Rencontre avec Franck Vidal, Ingénieur de Recherche au sein de l’Unité de recherche du CNRS GEODE, Maison de la Recherche de l’UT2J !

Petit, j’avais un idéal qui était le commandant Cousteau ! Je voulais, moi aussi, plonger pour explorer les océans !

Prédisposé à une carrière scientifique ? Ce n’était pas gagné d’avance… Même si son environnement familial, avec un frère aîné Professeur de Géologie, le préparait déjà à se diriger vers cette voie, une faiblesse en mathématiques le conduira d’abord vers un tout autre domaine : la philosophie…

Baccalauréat en poche, c’est en faculté de psychologie, que ce mordu de sciences entame ses études supérieures.
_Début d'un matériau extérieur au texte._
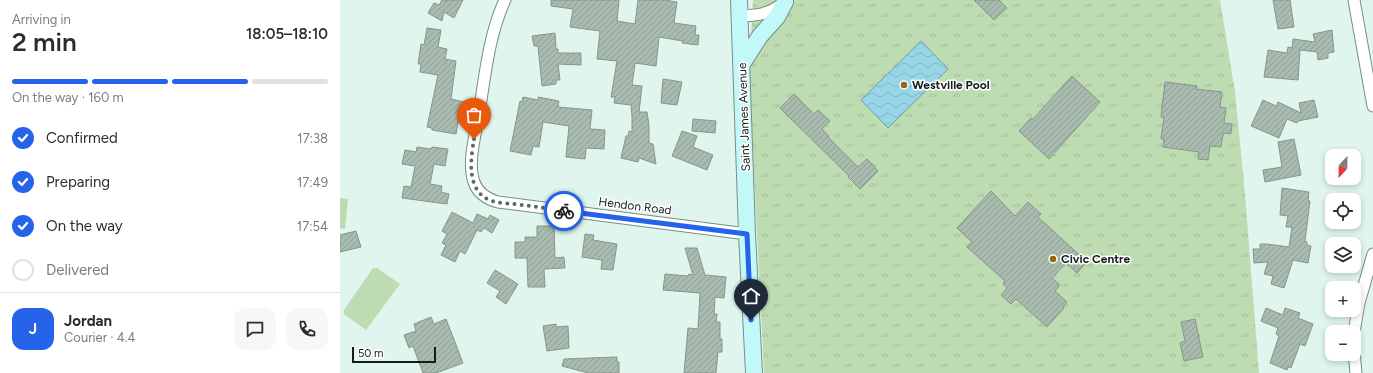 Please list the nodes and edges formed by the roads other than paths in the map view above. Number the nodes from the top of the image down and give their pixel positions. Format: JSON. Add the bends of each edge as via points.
{"nodes":[{"id":1,"x":505,"y":0,"type":"edge"},
{"id":2,"x":739,"y":0,"type":"edge"},
{"id":3,"x":1354,"y":0,"type":"edge"},
{"id":4,"x":786,"y":1,"type":"edge"},
{"id":5,"x":740,"y":16,"type":"junction"},
{"id":6,"x":742,"y":64,"type":"junction"},
{"id":7,"x":1373,"y":106,"type":"edge"},
{"id":8,"x":747,"y":234,"type":"junction"},
{"id":9,"x":1373,"y":254,"type":"edge"},
{"id":10,"x":1355,"y":325,"type":"edge"},
{"id":11,"x":1355,"y":361,"type":"edge"},
{"id":12,"x":754,"y":373,"type":"edge"},
{"id":13,"x":1356,"y":373,"type":"edge"}],
"edges":[{"from":1,"to":8,"type":"street","name":"Hendon Road","via":[[486,69],[472,153],[472,177],[476,189],[486,198],[498,202]]},
{"from":2,"to":5,"type":"main road","name":"Saint James Avenue"},
{"from":3,"to":7,"type":"street"},
{"from":4,"to":5,"type":"street","via":[[771,12]]},
{"from":4,"to":6,"type":"main road"},
{"from":5,"to":6,"type":"main road","name":"Saint James Avenue"},
{"from":6,"to":8,"type":"main road","name":"Saint James Avenue"},
{"from":8,"to":12,"type":"main road","name":"Saint James Avenue"},
{"from":9,"to":10,"type":"street"},
{"from":11,"to":13,"type":"street"}]}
La passion du voyage comme point d’ancrage

C’est finalement grâce à ses passions pour le voyage et l’exploration, à l'instar du commandant Cousteau, qu’il se dirigea très naturellement vers la géographie, « la science dure des sciences humaines » ! Franck Vidal prendra le large vers ce qui deviendra sa vocation, mais avant cela, les vents le mèneront un peu partout…

Parti de Bretagne, il fila vers le sud : Maîtrise à Nantes, professeur à l’armée dans les Deux-Sèvres, puis spécialisation en Géographie Tropicale et plus particulièrement sur les mangroves à Bordeaux, pour finalement devenir ingénieur en Télédétection (détection par satellites) à Toulouse. C’est lors de sa soutenance de mémoire d’ingénieur à Paris que son début de carrière prendra un virage déterminant. Le directeur du laboratoire présent alors lui proposera une bourse pour réaliser un doctorat au sein de l’Unité de Recherche GEODE.

Un brin chanceux ? Franck Vidal le reconnaît lui-même ! D’autant plus qu’il aura le choix de son sujet de thèse !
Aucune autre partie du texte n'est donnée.